Action item: All of the data, word for word and free of pictures, is the expected result.

------ Records for the task

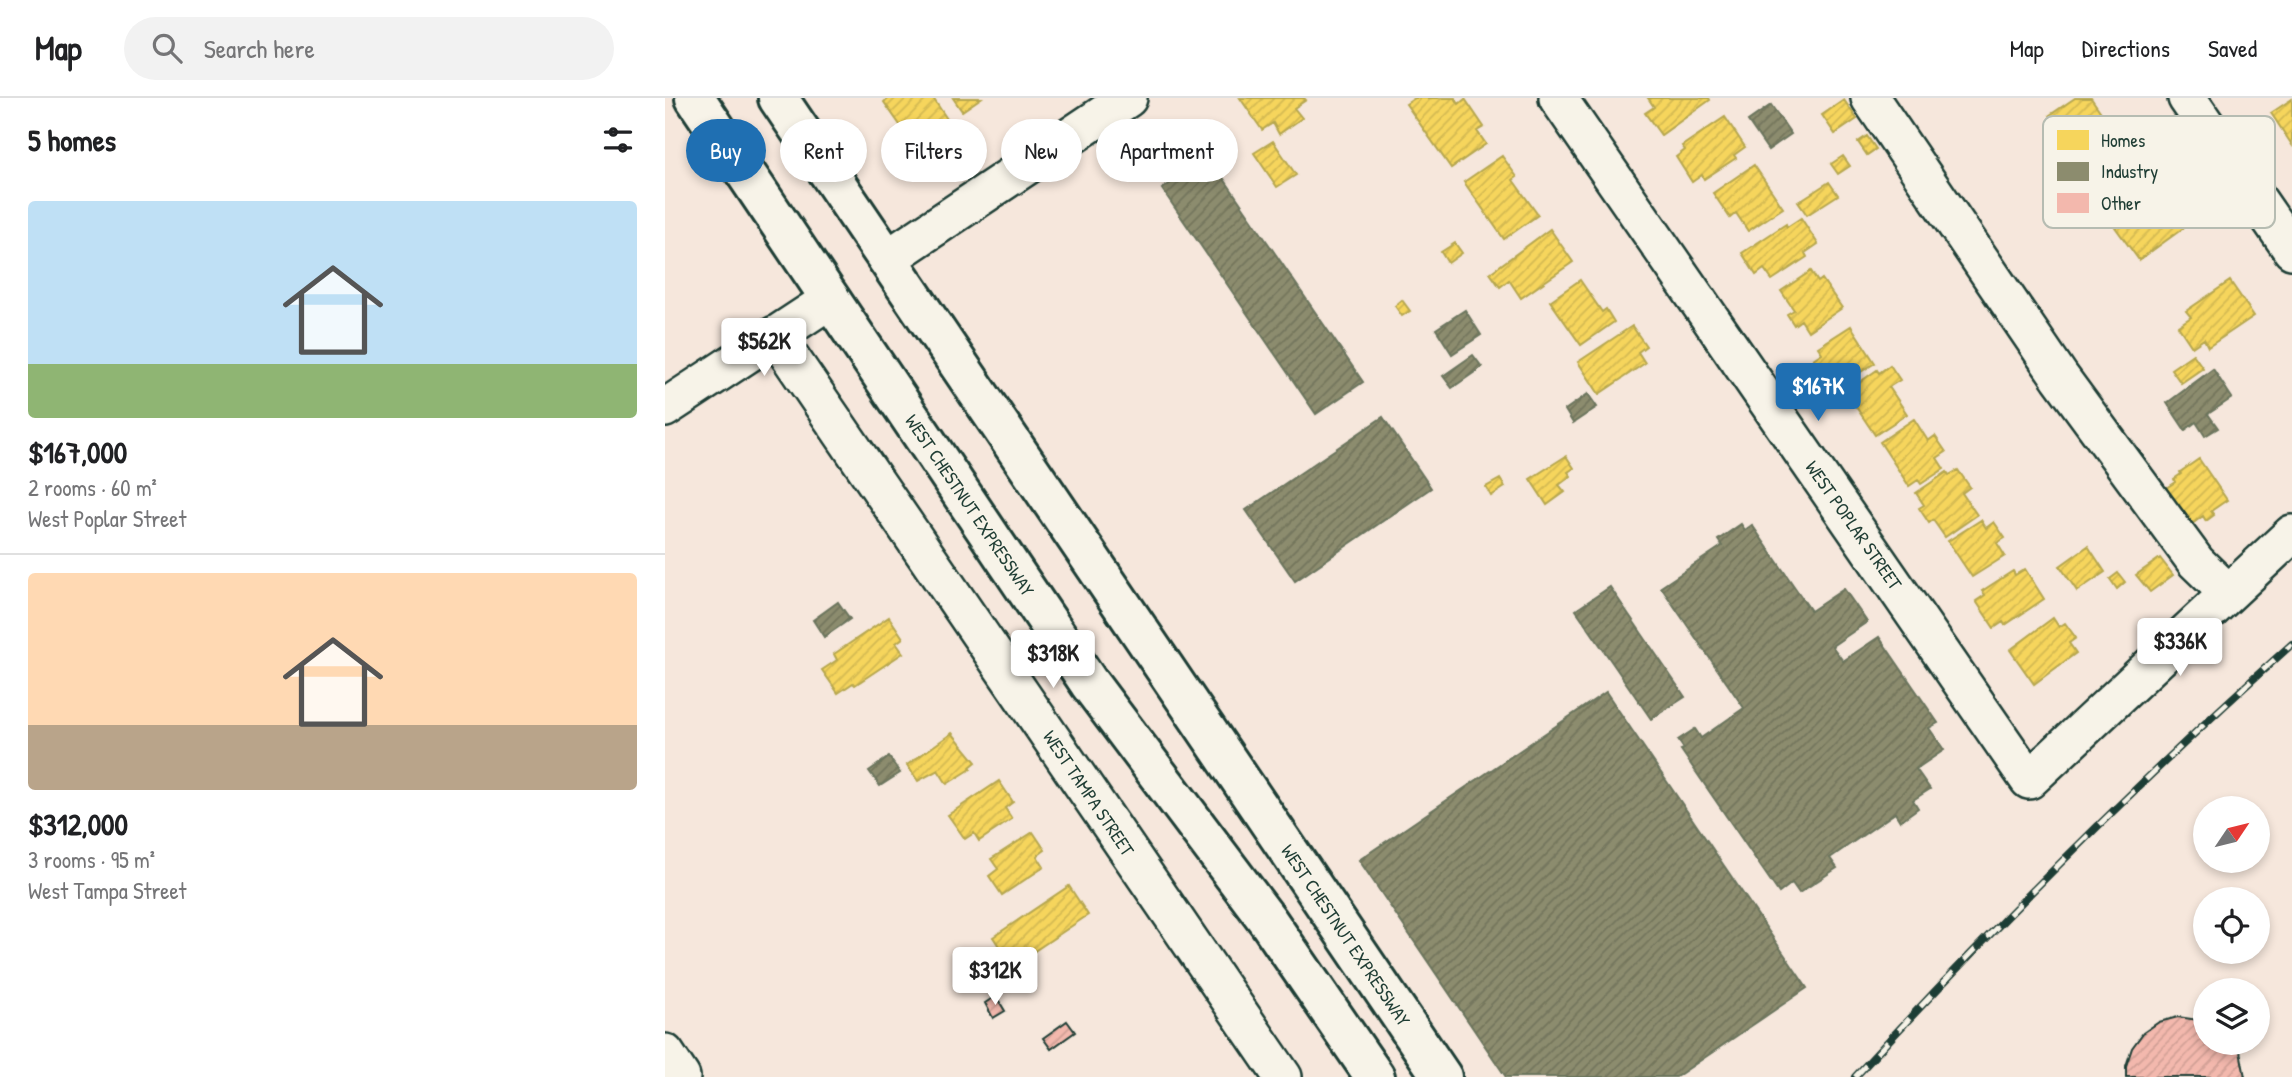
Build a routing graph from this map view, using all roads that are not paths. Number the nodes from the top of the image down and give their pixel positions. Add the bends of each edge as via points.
1 (695, 98) edge
2 (778, 98) edge
3 (1128, 98) edge
4 (1559, 98) edge
5 (1870, 98) edge
6 (2187, 98) edge
7 (2199, 116) edge
8 (2275, 225) edge
9 (2292, 250) edge
10 (887, 258) junction
11 (831, 299) junction
12 (775, 335) junction
13 (665, 408) edge
14 (2292, 534) edge
15 (2228, 593) junction
16 (665, 1053) edge
17 (681, 1077) edge
18 (1283, 1077) edge
19 (1375, 1077) edge
20 (1442, 1077) edge

1 - 11 main road, WEST CHESTNUT EXPRESSWAY
2 - 10 main road, WEST CHESTNUT EXPRESSWAY
3 - 10 street
4 - 15 street, WEST POPLAR STREET via 2029,780
5 - 15 street via 2060,377 2196,562
6 - 7 street
8 - 9 street
10 - 20 main road, WEST CHESTNUT EXPRESSWAY
11 - 12 street
11 - 19 main road, WEST CHESTNUT EXPRESSWAY via 1089,683 1268,921
12 - 13 street
12 - 18 street, WEST TAMPA STREET
14 - 15 street
16 - 17 street

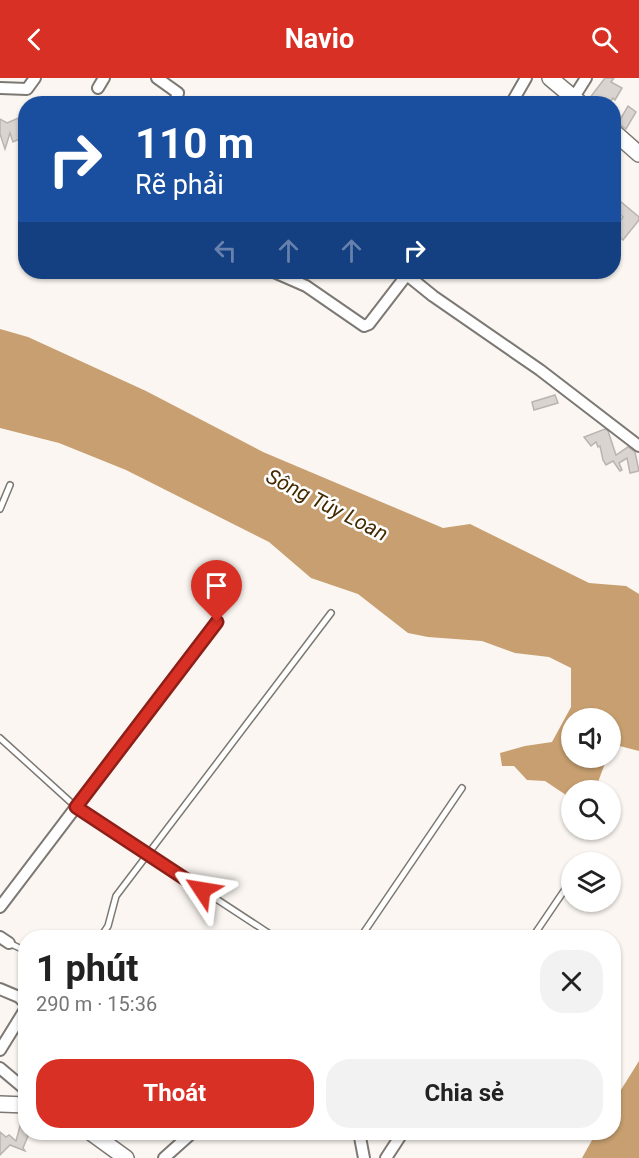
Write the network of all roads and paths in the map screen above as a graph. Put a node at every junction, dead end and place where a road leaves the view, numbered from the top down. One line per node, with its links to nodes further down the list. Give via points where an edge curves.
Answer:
1 (35, 78): 6 (street, via 27,88)
2 (156, 78): 7 (street)
3 (526, 78): 8 (street)
4 (550, 78): 9 (street)
5 (586, 78): 10 (street)
6 (0, 88)
7 (177, 96)
8 (516, 96)
9 (572, 96)
10 (579, 96)
11 (621, 138): 12 (street)
12 (639, 154)
13 (290, 279): 14 (street, via 364,326)
14 (403, 279)
15 (415, 279): 16 (street)
16 (639, 446)
17 (10, 484): 18 (lane)
18 (0, 509)
19 (331, 614): 24 (lane)
20 (217, 622): 23 (lane)
21 (0, 738): 23 (lane)
22 (462, 788): 29 (lane)
23 (76, 807): 24 (lane); 26 (street)
24 (147, 854): 27 (lane, via 116,896); 28 (lane)
25 (561, 895): 30 (lane)
26 (0, 908)
27 (105, 930)
28 (264, 930)
29 (365, 930)
30 (537, 930)
31 (4, 940): 32 (lane)
32 (18, 947)
33 (0, 989): 34 (street)
34 (18, 997)
35 (18, 1020): 36 (street)
36 (0, 1050)
37 (0, 1068): 38 (street)
38 (18, 1083)
39 (0, 1104): 40 (street)
40 (18, 1105)
41 (101, 1140): 45 (street)
42 (184, 1140): 46 (street)
43 (361, 1140): 47 (street)
44 (398, 1140): 48 (street)
45 (126, 1158)
46 (164, 1158)
47 (364, 1158)
48 (386, 1158)

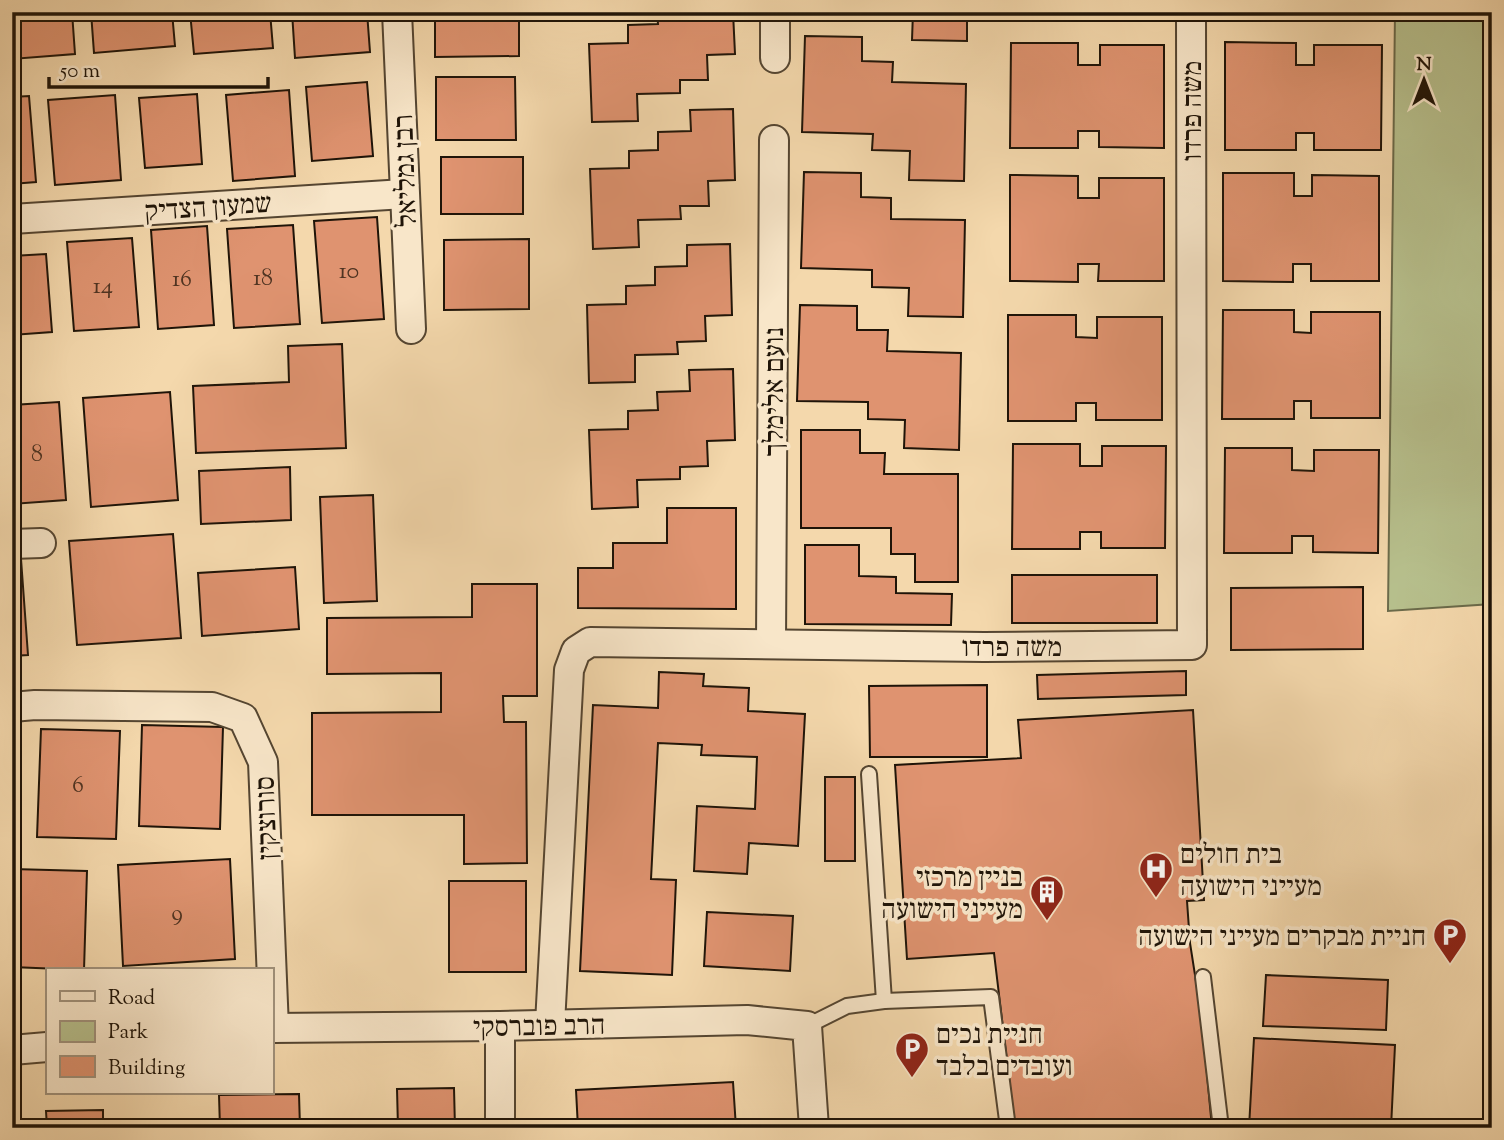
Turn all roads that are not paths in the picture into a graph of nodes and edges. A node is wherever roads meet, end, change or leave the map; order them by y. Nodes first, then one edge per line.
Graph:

------------

Answer to the exercise:
Build a routing graph from this map view, using all roads that are not paths. Number the nodes from the top of the image down and give their pixel positions. Add the bends of each edge as via points.
1 (695, 98) edge
2 (778, 98) edge
3 (1128, 98) edge
4 (1559, 98) edge
5 (1870, 98) edge
6 (2187, 98) edge
7 (2199, 116) edge
8 (2275, 225) edge
9 (2292, 250) edge
10 (887, 258) junction
11 (831, 299) junction
12 (775, 335) junction
13 (665, 408) edge
14 (2292, 534) edge
15 (2228, 593) junction
16 (665, 1053) edge
17 (681, 1077) edge
18 (1283, 1077) edge
19 (1375, 1077) edge
20 (1442, 1077) edge

1 - 11 main road, WEST CHESTNUT EXPRESSWAY
2 - 10 main road, WEST CHESTNUT EXPRESSWAY
3 - 10 street
4 - 15 street, WEST POPLAR STREET via 2029,780
5 - 15 street via 2060,377 2196,562
6 - 7 street
8 - 9 street
10 - 20 main road, WEST CHESTNUT EXPRESSWAY
11 - 12 street
11 - 19 main road, WEST CHESTNUT EXPRESSWAY via 1089,683 1268,921
12 - 13 street
12 - 18 street, WEST TAMPA STREET
14 - 15 street
16 - 17 street

Write the network of all roads and paths in the map screen above as a graph. Put a node at every junction, dead end and place where a road leaves the view, numbered from the top down. One line per node, with its links to nodes further down the list. Give via points where an edge curves.
Answer:
1 (35, 78): 6 (street, via 27,88)
2 (156, 78): 7 (street)
3 (526, 78): 8 (street)
4 (550, 78): 9 (street)
5 (586, 78): 10 (street)
6 (0, 88)
7 (177, 96)
8 (516, 96)
9 (572, 96)
10 (579, 96)
11 (621, 138): 12 (street)
12 (639, 154)
13 (290, 279): 14 (street, via 364,326)
14 (403, 279)
15 (415, 279): 16 (street)
16 (639, 446)
17 (10, 484): 18 (lane)
18 (0, 509)
19 (331, 614): 24 (lane)
20 (217, 622): 23 (lane)
21 (0, 738): 23 (lane)
22 (462, 788): 29 (lane)
23 (76, 807): 24 (lane); 26 (street)
24 (147, 854): 27 (lane, via 116,896); 28 (lane)
25 (561, 895): 30 (lane)
26 (0, 908)
27 (105, 930)
28 (264, 930)
29 (365, 930)
30 (537, 930)
31 (4, 940): 32 (lane)
32 (18, 947)
33 (0, 989): 34 (street)
34 (18, 997)
35 (18, 1020): 36 (street)
36 (0, 1050)
37 (0, 1068): 38 (street)
38 (18, 1083)
39 (0, 1104): 40 (street)
40 (18, 1105)
41 (101, 1140): 45 (street)
42 (184, 1140): 46 (street)
43 (361, 1140): 47 (street)
44 (398, 1140): 48 (street)
45 (126, 1158)
46 (164, 1158)
47 (364, 1158)
48 (386, 1158)

Turn all roads that are not paths in the picture into a graph of nodes and edges. A node is wherever roads meet, end, change or leave the map; order them by y. Nodes first, then one edge per line.
Graph:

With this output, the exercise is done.